■ Provided information
>>>
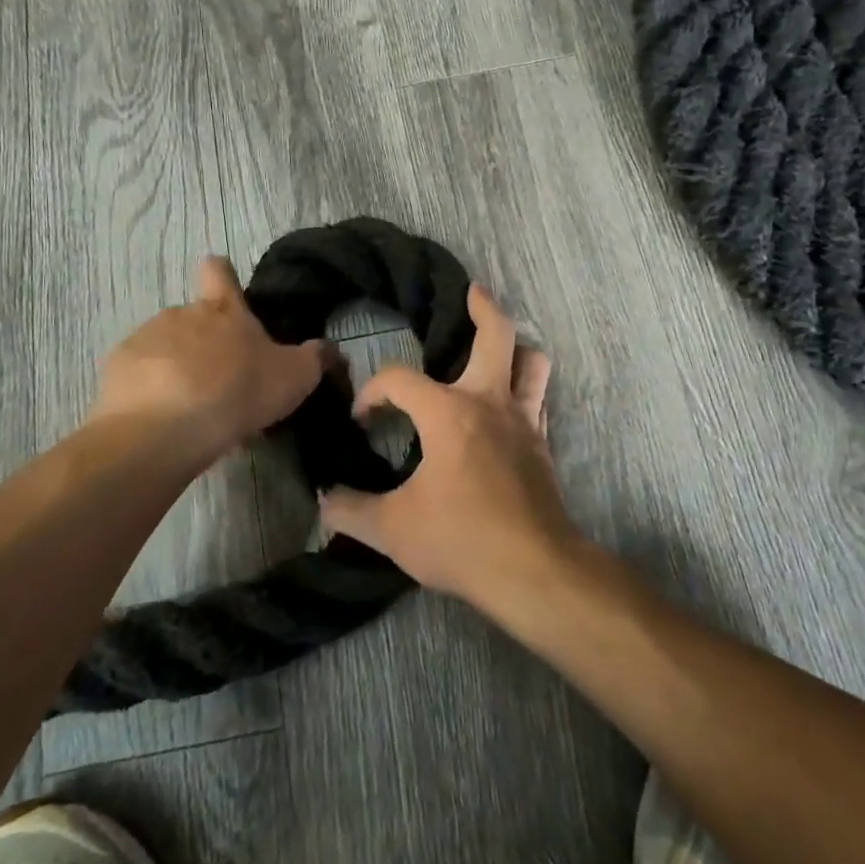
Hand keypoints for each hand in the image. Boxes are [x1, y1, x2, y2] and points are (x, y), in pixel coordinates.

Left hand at [92, 258, 327, 460]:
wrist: (164, 429)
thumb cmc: (237, 392)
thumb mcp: (294, 378)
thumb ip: (316, 359)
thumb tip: (330, 348)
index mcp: (222, 310)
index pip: (218, 270)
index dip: (222, 275)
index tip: (224, 291)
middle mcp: (181, 314)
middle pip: (193, 318)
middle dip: (205, 343)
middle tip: (222, 382)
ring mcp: (145, 339)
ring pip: (165, 348)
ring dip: (178, 368)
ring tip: (192, 408)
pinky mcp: (118, 369)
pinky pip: (139, 374)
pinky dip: (151, 390)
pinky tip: (163, 419)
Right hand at [318, 285, 581, 608]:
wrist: (533, 571)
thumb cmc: (460, 540)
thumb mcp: (392, 529)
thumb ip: (350, 511)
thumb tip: (323, 499)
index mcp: (448, 413)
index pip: (399, 379)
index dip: (373, 392)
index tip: (362, 419)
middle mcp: (489, 403)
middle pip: (497, 335)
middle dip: (483, 307)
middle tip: (471, 292)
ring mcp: (523, 422)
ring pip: (532, 362)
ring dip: (516, 348)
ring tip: (498, 347)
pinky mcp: (542, 445)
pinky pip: (538, 400)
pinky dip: (524, 390)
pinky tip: (508, 405)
<<<
■ Work required
Set down each record above exactly as it stands and leave out all pictures.

■ The completed task
Hand keypoints for each hand in the image. Boxes are [x1, y1, x2, y2] and points are (x, y), in pixel coordinates.

Left hand at [92, 258, 327, 460]:
wrist: (164, 429)
thumb cmc: (237, 392)
thumb mcp: (294, 378)
thumb ip: (316, 359)
thumb tip: (330, 348)
index mcp: (222, 310)
index pip: (218, 270)
index dip: (222, 275)
index tip: (224, 291)
middle mcp: (181, 314)
middle pip: (193, 318)
middle dip: (205, 343)
middle tip: (222, 382)
ring mcp: (145, 339)
ring pip: (165, 348)
ring dip: (178, 368)
ring tip: (192, 408)
pinky mcp: (118, 369)
pinky pip: (139, 374)
pinky dip: (151, 390)
pinky tip: (163, 419)
Right hand at [318, 285, 581, 608]:
wrist: (533, 571)
thumb cmc: (460, 540)
thumb mcp: (392, 529)
thumb ip: (350, 511)
thumb tip: (323, 499)
index mcp: (448, 413)
index pip: (399, 379)
index dip: (373, 392)
index tip: (362, 419)
middle mcp: (489, 403)
middle pip: (497, 335)
middle dip: (483, 307)
middle tip: (471, 292)
ring mcp: (523, 422)
ring pip: (532, 362)
ring dip: (516, 348)
ring tip: (498, 347)
pinky mcp: (542, 445)
pinky pip: (538, 400)
pinky dip: (524, 390)
pinky tip: (508, 405)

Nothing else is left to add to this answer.